Burgenlands buntestes Weihnachtshaus darf im Lockdown keine Gäste empfangen

01. Dez 2021 · Lesedauer 2 min

Die Lichter leuchten trotz Corona, Gäste dürfen aber nicht hinein. Eine schmerzliche Erfahrung für Familie Gollnhuber und ihr Weihnachtshaus in Bad Tatzmannsdorf.

Pünktlich zum vergangenen ersten Adventwochenende ist es wieder so weit: Das Weihnachtshaus von Familie Gollnhuber im burgenländischen Bad Tatzmannsdorf erstrahlt wieder in vollem Glanz.

Unzählige Lichterketten mit über 700.000 Lämpchen erleuchten den Garten. Sterne, Schlitten, Christbaumkugeln und allerhand Figuren zieren das Grundstück – eben alles, was ein richtiges Weihnachtshaus ausmacht.

Bereits im August hat die Familie mit den Aufbauarbeiten begonnen. Umso größer ist die nun die Enttäuschung bei Sabine Gollnhuber, dass ihr besuchbares Weihnachtshaus aufgrund des Lockdowns heuer noch kein Gast bewundern konnte.
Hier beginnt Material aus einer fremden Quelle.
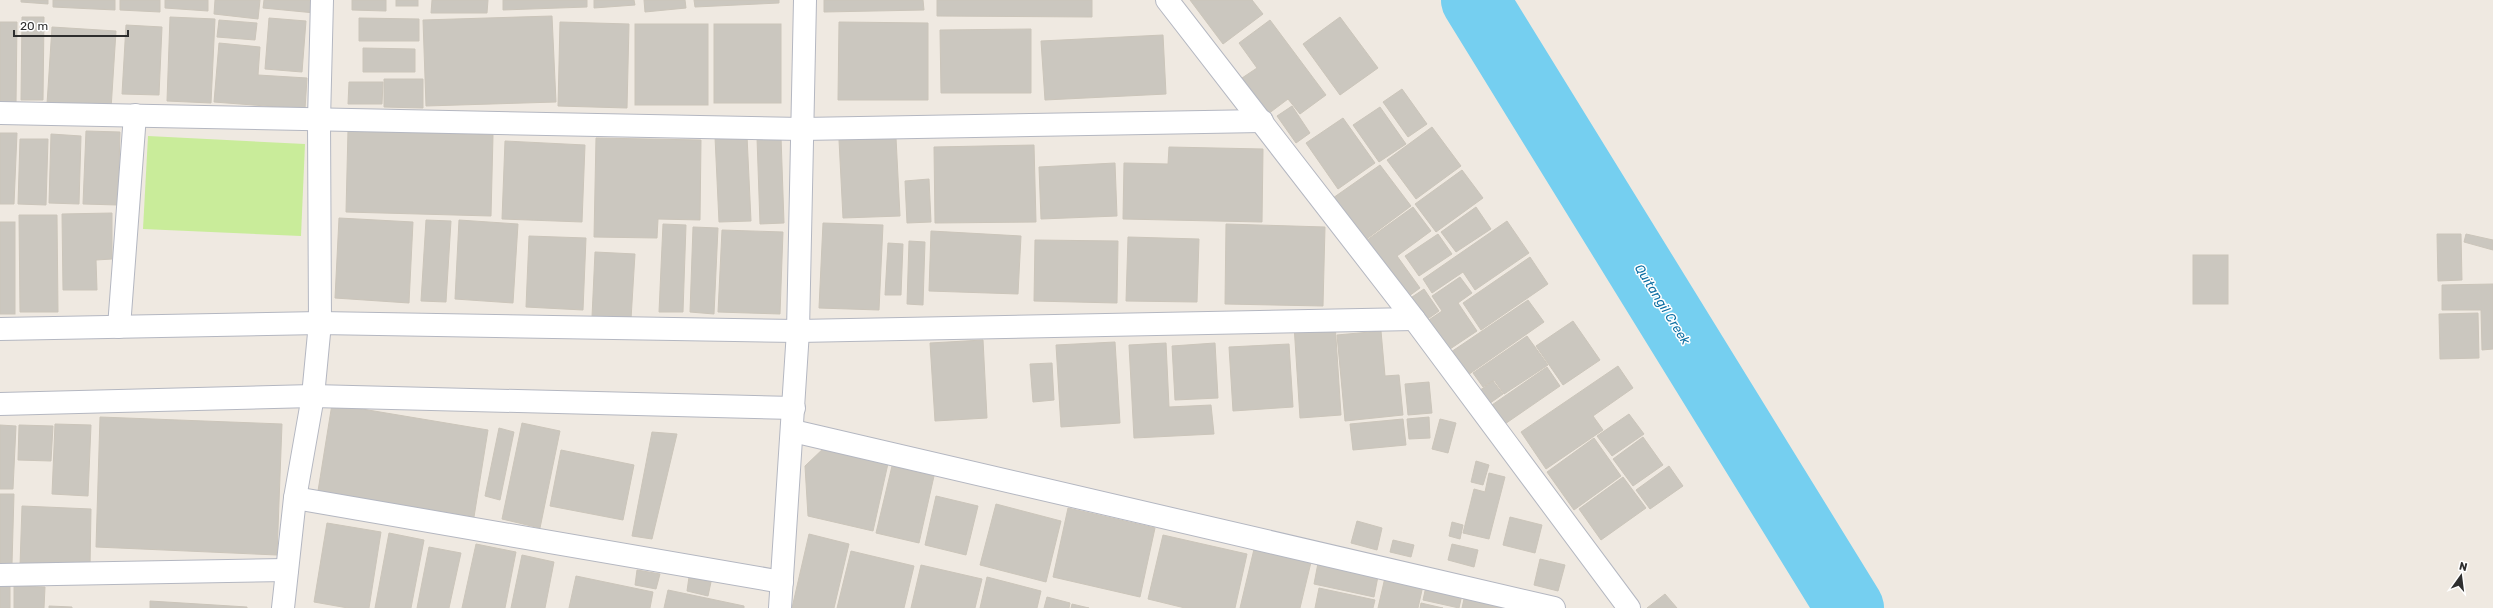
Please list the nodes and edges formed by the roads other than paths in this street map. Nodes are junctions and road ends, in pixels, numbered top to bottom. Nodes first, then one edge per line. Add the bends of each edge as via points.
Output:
1 (322, 0) edge
2 (805, 0) edge
3 (1167, 0) edge
4 (0, 112) edge
5 (135, 115) junction
6 (319, 120) junction
7 (1262, 121) junction
8 (802, 129) junction
9 (1414, 319) junction
10 (320, 323) junction
11 (119, 326) junction
12 (0, 329) edge
13 (798, 331) junction
14 (313, 396) junction
15 (0, 404) edge
16 (794, 408) junction
17 (793, 431) junction
18 (295, 498) junction
19 (287, 570) junction
20 (0, 575) edge
21 (782, 582) junction
22 (283, 608) edge
23 (780, 608) edge
24 (1554, 608) edge
25 (1629, 608) edge

1 - 6 street
2 - 8 street
3 - 7 street
4 - 5 street
5 - 6 street
5 - 11 street
6 - 8 street
6 - 10 street
7 - 8 street
7 - 9 street
8 - 13 street
9 - 13 street
9 - 25 street
10 - 11 street
10 - 13 street
10 - 14 street
11 - 12 street
13 - 16 street
14 - 15 street
14 - 16 street
14 - 18 street
16 - 17 street
17 - 21 street
17 - 24 street
18 - 19 street
18 - 21 street
19 - 20 street
19 - 22 street
21 - 23 street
Bis zu 2.000 Besucher am Tag

"Leider Gottes werden wir nicht belohnt mit dem Strahlen der Augen von den großen und kleinen Kindern, von den Erwachsenen, die dann durchgehen und wirklich die Weihnachtsbeleuchtung bestaunen. Ich hätte das nie geglaubt, dass wir heuer wieder keine Menschen reinlassen dürfen – an der frischen Luft durch unseren 5.000 Quadratmeter großen Garten", sagt Sabine Gollnhuber.

Jahr für Jahr zieht das Weihnachtswunder im Burgenland zahlreiche Besucher an: Wenn nicht gerade eine Pandemie herrscht, sind es oft 2.000 pro Tag.

Aber auch der vierte Lockdown hält Weihnachtsfans nicht davon ab, zumindest an dem imposant geschmückten Haus vorbei zu spazieren. Trotz strenger Sicherheitsvorkehrungen will die Familie ihre Gäste aber schützen und zumindest während des Lockdowns nicht auf dem Grundstück empfangen.

"Wir können von außen ein bisserl schauen, wir genießen trotzdem die schöne Stimmung", sagt eine Besucherin. Das sei nur einmal im Jahr, da wäre es schon gut, wenn man hineingehen könnte, sagt ein anderer.

Hoffen auf baldiges Öffnen

Dass bald wieder Menschen ihre Weihnachtswelt besuchen können, hofft auch die Gastgeberin selbst: "Natürlich vermisse ich die Menschen, denn es sind so schöne Freundschaften entstanden und sie kommen wirklich von nah und fern. Hier alleine zu stehen, bricht mir fast das Herz", sagt Sabine Gollnhuber.

Von ihrem großen Traum will sich die Weihnachtsliebhaberin nicht abbringen lassen: "Ich habe das begonnen, weil es ein Kindheitstraum war, eine Art Weihnachts-Disneyland zu schaffen. Ich schalte es jeden Tag ein, weil ich mich selbst an den Lichtern erfreue und ich werde nicht aufgeben." Sie sei eine "Kämpfernatur und hoffe, dass es am 13. Dezember möglich ist, aufzusperren.